Signal transducer and activator of transcription 5b (STAT5b) as a novel target for anti-neoplastic therapy in human pancreatic cancer.

Abstract

217 Background: Activation of signal transducer and activator of transcription 5b (STAT5b) has been associated with tumor growth and metastases in various tumor entities. A number of cytokines, growth factors, and oncogenes that can induce STAT5b activity are also implicated in pancreatic cancer growth and metastases. Hence, we sought to determine STAT5b expression in human pancreatic cancer specimen and effects of selective STAT5b inhibition on pancreatic cancer cells. Methods: Expression of STAT5b in human pancreatic adenocarcinomas was determined by immunohistochemistry. For in vitro experiments, human pancreatic cancer cell lines (BxPC-3, HPAF-II, L3.6pl) were used.
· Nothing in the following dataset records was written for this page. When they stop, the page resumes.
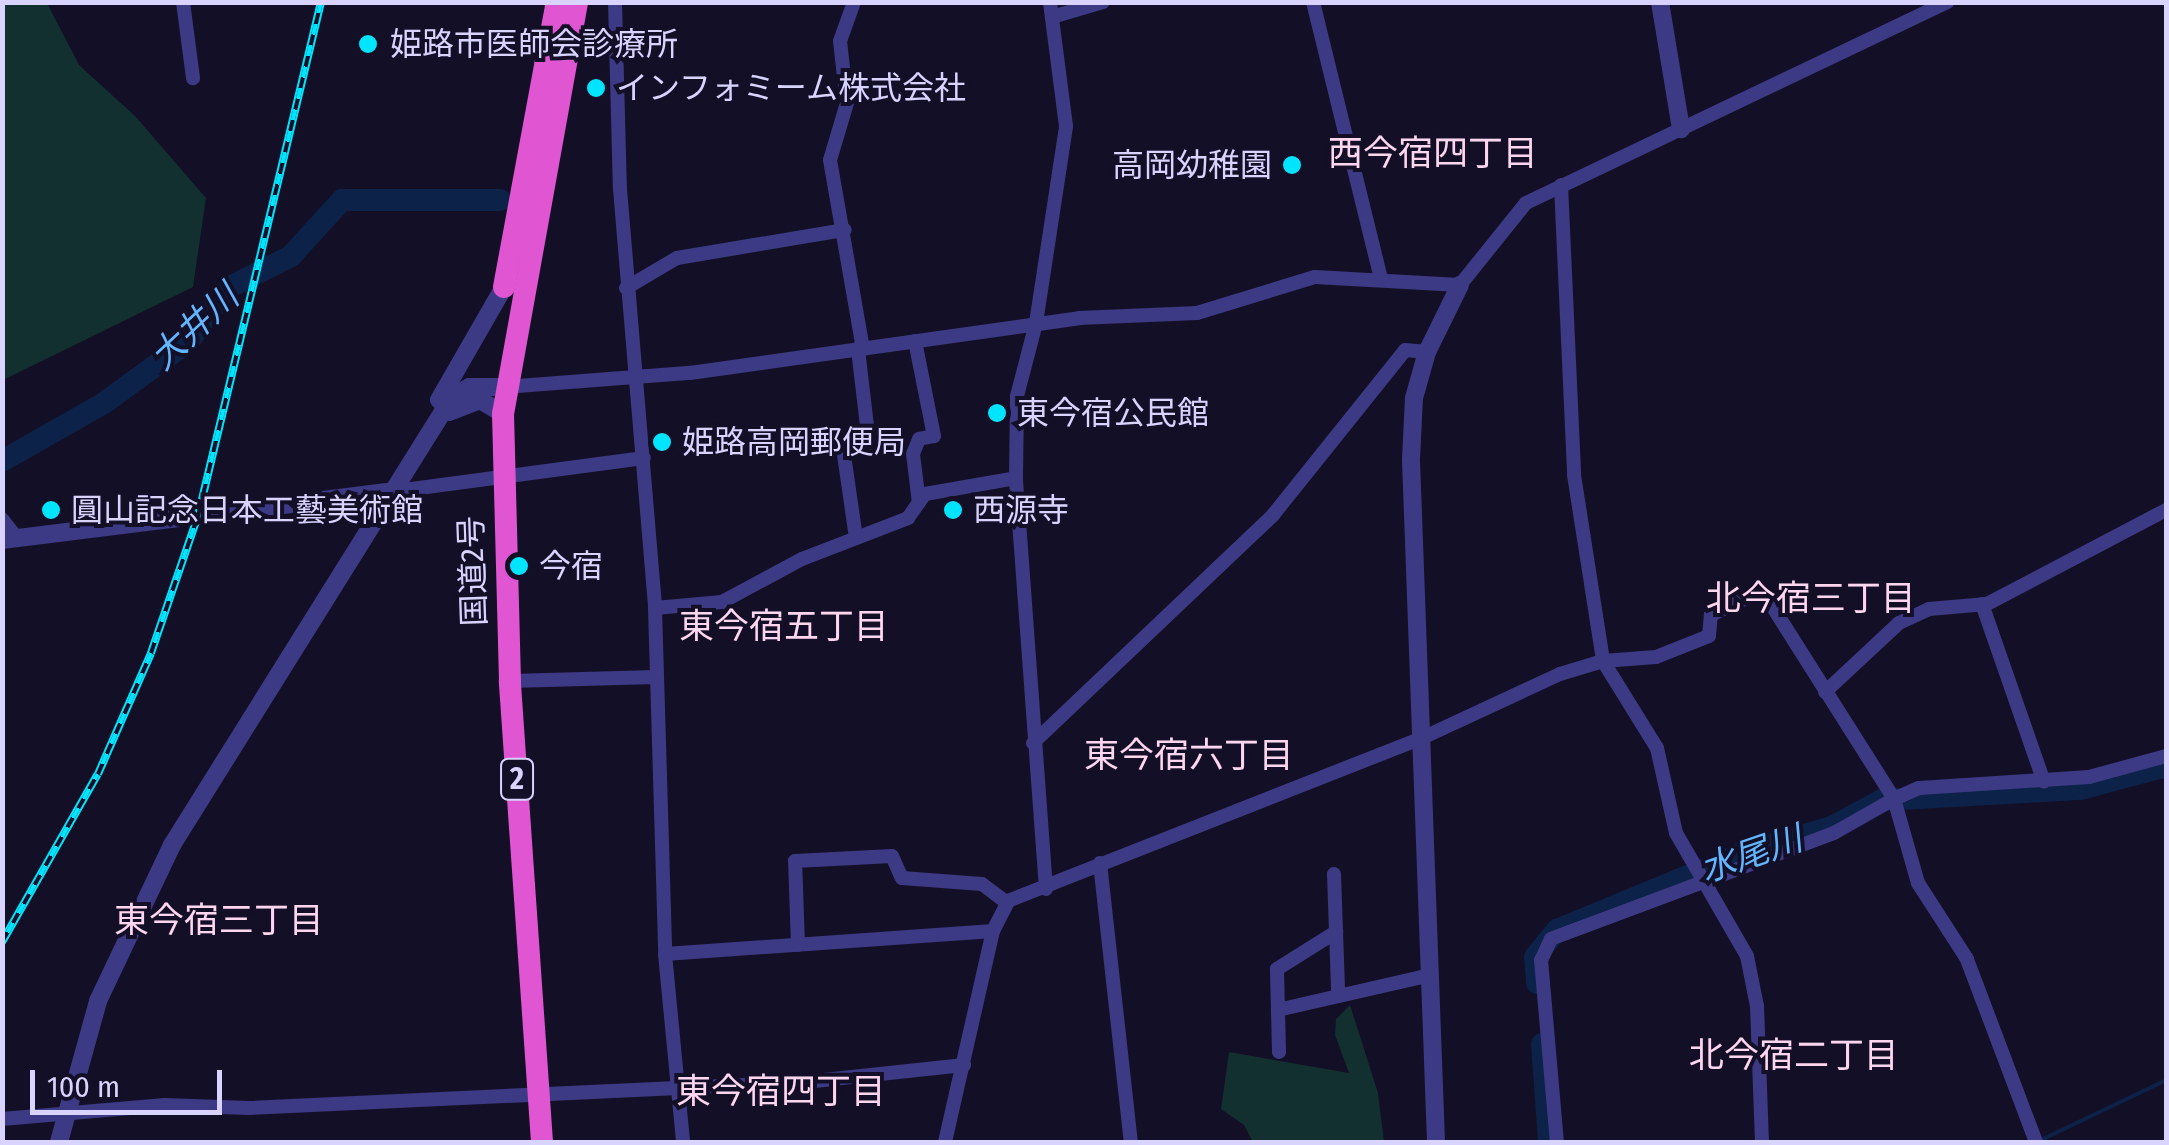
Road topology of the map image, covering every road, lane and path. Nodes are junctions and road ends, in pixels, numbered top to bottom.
1 (183, 2) edge
2 (557, 2) edge
3 (577, 2) edge
4 (615, 2) edge
5 (854, 2) edge
6 (1102, 2) edge
7 (1314, 2) edge
8 (1660, 2) edge
9 (1948, 2) edge
10 (1051, 10) edge
11 (193, 78) dead end
12 (1681, 129) junction
13 (1561, 185) junction
14 (845, 230) junction
15 (1381, 278) junction
16 (1460, 285) junction
17 (504, 288) joint
18 (626, 288) junction
19 (1036, 323) junction
20 (915, 341) junction
21 (861, 349) junction
22 (1426, 352) junction
23 (638, 379) junction
24 (506, 388) junction
25 (503, 414) junction
26 (438, 423) junction
27 (644, 458) junction
28 (502, 476) junction
29 (1016, 478) junction
30 (389, 492) junction
31 (919, 503) junction
32 (2166, 510) edge
33 (2, 519) edge
34 (856, 538) junction
35 (10, 539) edge
36 (1982, 604) junction
37 (655, 608) junction
38 (1602, 661) junction
39 (656, 677) junction
40 (510, 681) junction
41 (1825, 692) junction
42 (1422, 738) junction
43 (1033, 743) junction
44 (2166, 756) edge
45 (2044, 782) junction
46 (1894, 799) junction
47 (1100, 864) junction
48 (1699, 872) junction
49 (1334, 874) dead end
50 (1046, 889) junction
51 (1007, 903) junction
52 (993, 931) junction
53 (1336, 932) junction
54 (798, 945) junction
55 (664, 954) junction
56 (1430, 974) junction
57 (1338, 991) junction
58 (1282, 1009) junction
59 (1279, 1052) dead end
60 (964, 1065) junction
61 (680, 1084) junction
62 (539, 1090) junction
63 (64, 1115) junction
64 (2, 1119) edge
65 (59, 1142) edge
66 (542, 1142) edge
67 (683, 1142) edge
68 (945, 1142) edge
69 (1131, 1142) edge
70 (1436, 1142) edge
71 (1557, 1142) edge
72 (1762, 1142) edge
73 (2036, 1142) edge

1 - 11 street
2 - 17 highway
3 - 24 highway, 国道2号 / 2
4 - 18 street
5 - 14 street
6 - 10 street
7 - 15 street
8 - 12 street
9 - 12 street
10 - 19 street
12 - 13 street
13 - 16 street
13 - 38 street
14 - 18 street
14 - 21 street
15 - 16 street
15 - 19 street
16 - 22 street
17 - 30 street
18 - 23 street
19 - 20 street
19 - 29 street
20 - 21 street
20 - 31 street
21 - 23 street
21 - 34 street
22 - 42 street
22 - 43 street
23 - 24 street
23 - 27 street
24 - 25 highway, 国道2号 / 2
24 - 26 street
25 - 26 street
25 - 28 highway, 国道2号 / 2
26 - 30 street
27 - 28 street
27 - 37 street
28 - 30 street
28 - 40 highway, 国道2号 / 2
29 - 31 street
29 - 43 street
30 - 35 street
30 - 63 street
31 - 34 street
32 - 36 street
33 - 35 street
34 - 37 street
36 - 41 street
36 - 45 street
37 - 39 street
38 - 41 street
38 - 42 street
38 - 48 street
39 - 40 street
39 - 55 street
40 - 62 highway, 国道2号 / 2
41 - 46 street
42 - 47 street
42 - 56 street
43 - 50 street
44 - 45 street
45 - 46 street
46 - 48 street
46 - 73 street
47 - 50 street
47 - 69 street
48 - 71 street
48 - 72 street
49 - 53 street
50 - 51 street
51 - 52 street
51 - 54 street
52 - 54 street
52 - 60 street
53 - 57 street
53 - 58 street
54 - 55 street
55 - 61 street
56 - 57 street
56 - 70 street
57 - 58 street
58 - 59 street
60 - 61 street
60 - 68 street
61 - 62 street
61 - 67 street
62 - 63 street
62 - 66 highway, 国道2号 / 2
63 - 64 street
63 - 65 street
Cancer cells were transfected with STAT5b shRNA plasmid to create stable STAT5b knock-down. Effects of STAT5b inhibition on growth and motility of tumor cells was investigated by MTT and modified Boyden chamber assays. In vivo effects of STAT5b blockade were determined in subcutaneous mouse model. Results: Nuclear expression of STAT5b was detected in 42/80 human pancreatic adenocarcinomas. In human cancer cell lines, stable knock-down of STAT5b had no effect on growth of tumor cells in vitro. However, tumor cell motility was significantly reduced upon STAT5b blockade (p<0.05). Moreover, expression of various signaling intermediates and transcription factors including c-myc was impaired upon STAT5b knock-down. In a subcutaneous tumor model, inhibition of STAT5b led to significantly reduced tumor growth (p<0.05) which was also reflected by final tumor weights (p<0.05). Furthermore, as revealed by immunohistochemistry, blockade of STAT5b significantly reduced tumor vascularization in vivo (p<0.05). Conclusions: STAT5b is expressed in human pancreatic adenocarcinomas. Blockade of STAT5b impairs cancer cell motility in vitro, suggesting antimetastatic potential. Moreover, inhibition of STAT5b significantly reduces tumor growth and tumor vascularization in vivo. Hence, STAT5b might be an interesting target for antineoplastic therapy in human pancreatic cancer. No significant financial relationships to disclose.